Jumat, 11 Maret 2011

Wali Kota Tak Serius Terapkan E-KTP


DEPOK, Rencana Pemerintah Kota (Pemkot) Depok mempergunakan system elektronik Kartu Tanda Penduduk (E-KTP) diyakini tak berjalan. Sebab, sejumlah persyaratan yang harusnya dipenuhi untuk menunjang rencana tersebut tak kunjung dipersiapkan. Bahkan, ada kesan pemkot mengabaikan rencana yang sudah dibicarakan wali kota kehadapan public. “Wali Kota Nur Mahmudi kurang serius bahkan tidak serius menjalankan program E-KTP,” tegas anggota komisi A, DPRD Kota Depok, Fraksi Partai Demokrat (FPD) Jeanne Novelin Tedja, Jumat (11/3).

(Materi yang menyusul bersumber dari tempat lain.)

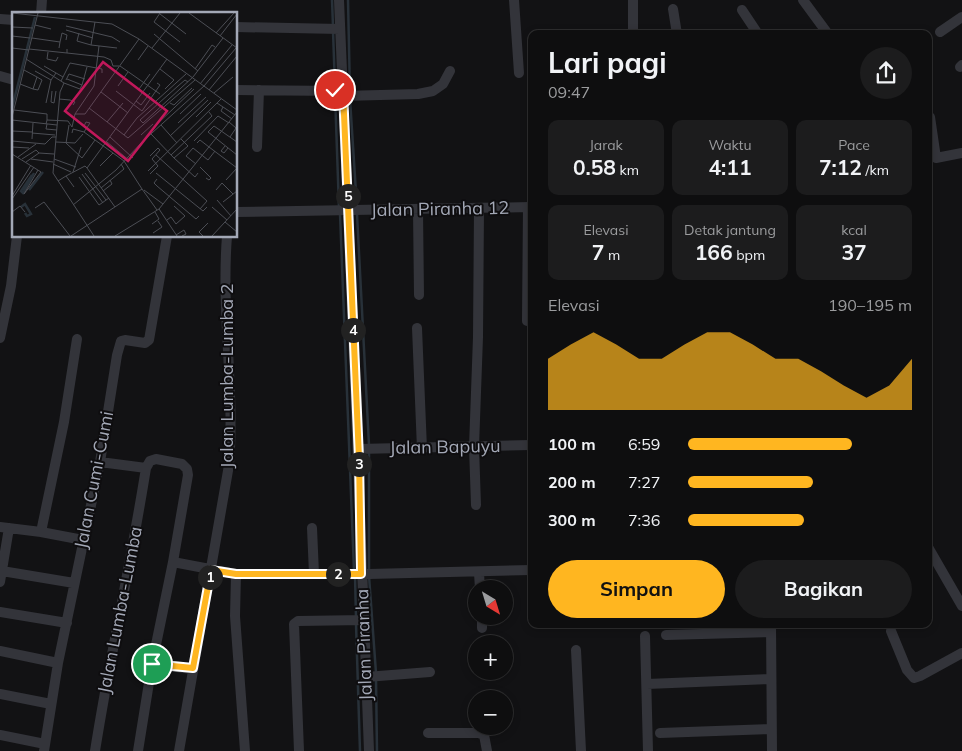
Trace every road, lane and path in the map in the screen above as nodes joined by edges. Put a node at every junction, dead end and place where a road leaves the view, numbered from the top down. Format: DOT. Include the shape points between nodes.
graph roads {
  1 [pos="338,0"];
  2 [pos="514,0"];
  3 [pos="633,0"];
  4 [pos="803,0"];
  5 [pos="674,9"];
  6 [pos="742,10"];
  7 [pos="962,17"];
  8 [pos="238,27"];
  9 [pos="340,29"];
  10 [pos="633,30"];
  11 [pos="677,30"];
  12 [pos="755,30"];
  13 [pos="825,30"];
  14 [pos="940,32"];
  15 [pos="450,70"];
  16 [pos="519,73"];
  17 [pos="238,90"];
  18 [pos="259,90"];
  19 [pos="343,93"];
  20 [pos="932,130"];
  21 [pos="257,147"];
  22 [pos="962,153"];
  23 [pos="528,207"];
  24 [pos="479,209"];
  25 [pos="418,210"];
  26 [pos="348,211"];
  27 [pos="238,212"];
  28 [pos="17,238"];
  29 [pos="167,238"];
  30 [pos="227,238"];
  31 [pos="528,283"];
  32 [pos="419,295"];
  33 [pos="527,321"];
  34 [pos="417,328"];
  35 [pos="0,338"];
  36 [pos="77,339"];
  37 [pos="528,445"];
  38 [pos="474,447"];
  39 [pos="422,448"];
  40 [pos="358,449"];
  41 [pos="100,462"];
  42 [pos="146,468"];
  43 [pos="476,505"];
  44 [pos="5,528"];
  45 [pos="312,528"];
  46 [pos="41,532"];
  47 [pos="83,540"];
  48 [pos="932,554"];
  49 [pos="173,562"];
  50 [pos="211,570"];
  51 [pos="528,570"];
  52 [pos="2,571"];
  53 [pos="479,573"];
  54 [pos="236,574"];
  55 [pos="314,574"];
  56 [pos="361,574"];
  57 [pos="479,580"];
  58 [pos="0,582"];
  59 [pos="74,583"];
  60 [pos="962,606"];
  61 [pos="0,612"];
  62 [pos="364,620"];
  63 [pos="67,623"];
  64 [pos="770,628"];
  65 [pos="891,631"];
  66 [pos="666,635"];
  67 [pos="645,636"];
  68 [pos="576,650"];
  69 [pos="0,652"];
  70 [pos="962,653"];
  71 [pos="58,663"];
  72 [pos="152,664"];
  73 [pos="193,668"];
  74 [pos="430,672"];
  75 [pos="366,677"];
  76 [pos="770,679"];
  77 [pos="647,684"];
  78 [pos="0,694"];
  79 [pos="51,704"];
  80 [pos="771,729"];
  81 [pos="660,733"];
  82 [pos="428,734"];
  83 [pos="0,735"];
  84 [pos="45,747"];
  85 [pos="95,751"];
  86 [pos="138,751"];
  87 [pos="179,751"];
  88 [pos="245,751"];
  89 [pos="299,751"];
  90 [pos="368,751"];
  91 [pos="487,751"];
  92 [pos="581,751"];
  93 [pos="648,751"];
  94 [pos="772,751"];
  1 -- 9 [label="street, Jalan Piranha"];
  2 -- 16 [label="street"];
  3 -- 10 [label="street"];
  4 -- 13 [label="street"];
  5 -- 11 [label="street"];
  6 -- 12 [label="street"];
  7 -- 14 [label="street"];
  8 -- 9 [label="street"];
  9 -- 19 [label="street, Jalan Piranha"];
  15 -- 19 [label="street" via="444,84 434,91 418,94"];
  17 -- 18 [label="street"];
  18 -- 19 [label="street"];
  18 -- 21 [label="street"];
  19 -- 26 [label="street, Jalan Piranha"];
  20 -- 22 [label="street" via="936,158"];
  23 -- 24 [label="street, Jalan Piranha 12"];
  24 -- 25 [label="street, Jalan Piranha 12"];
  24 -- 38 [label="street"];
  25 -- 26 [label="street, Jalan Piranha 12"];
  25 -- 32 [label="street"];
  26 -- 27 [label="street, Jalan Piranha 12"];
  26 -- 40 [label="street, Jalan Piranha"];
  28 -- 35 [label="street"];
  29 -- 41 [label="street, Jalan Cumi-Cumi" via="149,340 145,343 125,340 121,342 117,355"];
  30 -- 50 [label="street, Jalan Lumba-Lumba 2" via="230,453"];
  31 -- 33 [label="street"];
  34 -- 39 [label="street"];
  36 -- 46 [label="street"];
  37 -- 38 [label="street, Jalan Bapuyu"];
  38 -- 39 [label="street, Jalan Bapuyu"];
  38 -- 43 [label="street"];
  39 -- 40 [label="street, Jalan Bapuyu"];
  40 -- 56 [label="street, Jalan Piranha"];
  41 -- 42 [label="street"];
  41 -- 47 [label="street, Jalan Cumi-Cumi"];
  42 -- 49 [label="street" via="150,461 156,459 182,464 187,469"];
  42 -- 85 [label="street, Jalan Lumba-Lumba"];
  44 -- 46 [label="street"];
  44 -- 52 [label="street"];
  45 -- 55 [label="street"];
  46 -- 47 [label="street"];
  47 -- 59 [label="street, Jalan Cumi-Cumi"];
  48 -- 60 [label="street"];
  49 -- 50 [label="street"];
  49 -- 72 [label="street"];
  50 -- 54 [label="street"];
  50 -- 73 [label="street, Jalan Lumba-Lumba 2"];
  51 -- 53 [label="street"];
  52 -- 58 [label="street"];
  52 -- 59 [label="street"];
  53 -- 56 [label="street"];
  53 -- 57 [label="street"];
  54 -- 55 [label="street"];
  54 -- 88 [label="street" via="235,616"];
  55 -- 56 [label="street"];
  56 -- 62 [label="street, Jalan Piranha"];
  59 -- 63 [label="street, Jalan Cumi-Cumi"];
  61 -- 63 [label="street"];
  62 -- 75 [label="street, Jalan Piranha"];
  62 -- 89 [label="street" via="298,621 294,624"];
  63 -- 71 [label="street, Jalan Cumi-Cumi"];
  64 -- 66 [label="street"];
  64 -- 76 [label="street"];
  65 -- 70 [label="street" via="907,670 914,678"];
  67 -- 77 [label="street"];
  68 -- 92 [label="street"];
  69 -- 71 [label="street"];
  71 -- 79 [label="street, Jalan Cumi-Cumi"];
  72 -- 73 [label="street"];
  72 -- 86 [label="street"];
  73 -- 87 [label="street, Jalan Lumba-Lumba 2"];
  74 -- 75 [label="street"];
  75 -- 90 [label="street, Jalan Piranha"];
  76 -- 77 [label="street"];
  76 -- 80 [label="street"];
  77 -- 93 [label="street"];
  78 -- 79 [label="street"];
  79 -- 84 [label="street, Jalan Cumi-Cumi"];
  80 -- 81 [label="street"];
  80 -- 94 [label="street"];
  82 -- 91 [label="street" via="479,733 484,735"];
  83 -- 84 [label="street"];
}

Jeanne melihat wali kota tidak tanggap dalam menyiasati program ini. Padahal, program pelaksanaan E-KTP diusulkan sepihak oleh pemerintah daerah. Tanpa melibatkan legislative. “Sudah ada MoU antara Wali Kota Depok dan Pemerintah Pusat dalam
penerapan program ini. Wali kota berjanji dapat melaksanakan program e-KTP tahun 2011 ini,” katanya.
Dia menyebutkan dalam pelaksanaan program ini setidaknya butuh tiga persyaratan. Dimulai dari sosialisasi, pemenuhuan SDM apartur pelaksana, dan disiapkannya sarana pendukung. Pasalnya, konsep e-KTP ini sangat padat teknologi. Sedangkan saat ini, lanjut dia, belum ada tindakan awal dari pemkot. Jangan kan bicara kelengkapan alat, penyiapan aparturnya pun belum ada. Padahal e-KTP ini memiliki basis di tingkat kelurahan. Sehingga butuh tenaga operator tambahan. Selama ini program KTP online yang dilakukan pemerintah tidak berjalan optimal. Ada hambatan-hambatan lain yang belum dapat diselesaikan. “Bagaimana mau bikin e-KTP kalau dalam pelaksanaannya saja sebagian syaratnya tidak dipenuhi. Saya pesimis program ini berlanjut,” kata Jeanne.
Jeanne khawatir kalau Wali Kota Nur Mahmudi Ismail tetap memaksakan rencana ini. Bila tidak dapat berjalan dengan baik maka kondisi itu dapat mengganggu citra pemerintah. Belum lagi dana yang digunakna, sudah pasti menjadi pemborosan. Dibuktikan Jeanne dalam sejumlah studi yang dilakukannya, didapati bahwa program e-KTP itu tidak sukses. Karena ada ketidaksiapan pula pada instansi di luar pemerintah. Sehingga modul eletronik identitas yang ada di KTP tak mampu dipahmi petugas luar pemerintah.“Jogjakarta itu sempat menerapkan program ini. Ternyata saat mau digunakna di luar instansi pemerintah tidak bisa. Karena KTP itu tidak dikenal, alat detetksi e-KTP belum tersedia cukup,” kata Wakil Ketua DPC Demokrat Depk itu.
Pernyataan Jeanne diamini Wakil ketua komisi A, DPRD Kota Depok, Arja Djunaidi. Politisi Golkar itu mengatakan, Pemkot Depok terlambat dalam pelaksanaan e-KTP. Seharusnya itu bisa
diantisipasi sejak dulu. Dengan membuat persiapan personil dan
fasilitasnya. Dia meminta agar pemerintah tidak memaksakan program tersebut. Meskipun sudah meneken MoU dnegan pemerintah pusat. “Kasihan uang rakyat, jika dipaksakan ternyata gagal. Lebih baik dimatangkan baru dilaksanakan,” katanya.
Ardja paham bahwa penerapan e-KTP dilakukan berdasarkan Peraturan Presiden (Perpres) No 26 tahun 2009 tentang penerapan KTP NIK secara nasional. Dalam perpres tersebut dijelaskan pula bahwa NIK dilengkapi dengan sidik jari dan chip atau e-KTP. “Pembuatan e-KTP sama sekali tidak dapat diwakili karena ada finger print/ sidik jari dan foto langsung. Sama seperti membuat SIM. Tapi kita tidak siap secara infrastruktur,” katanya.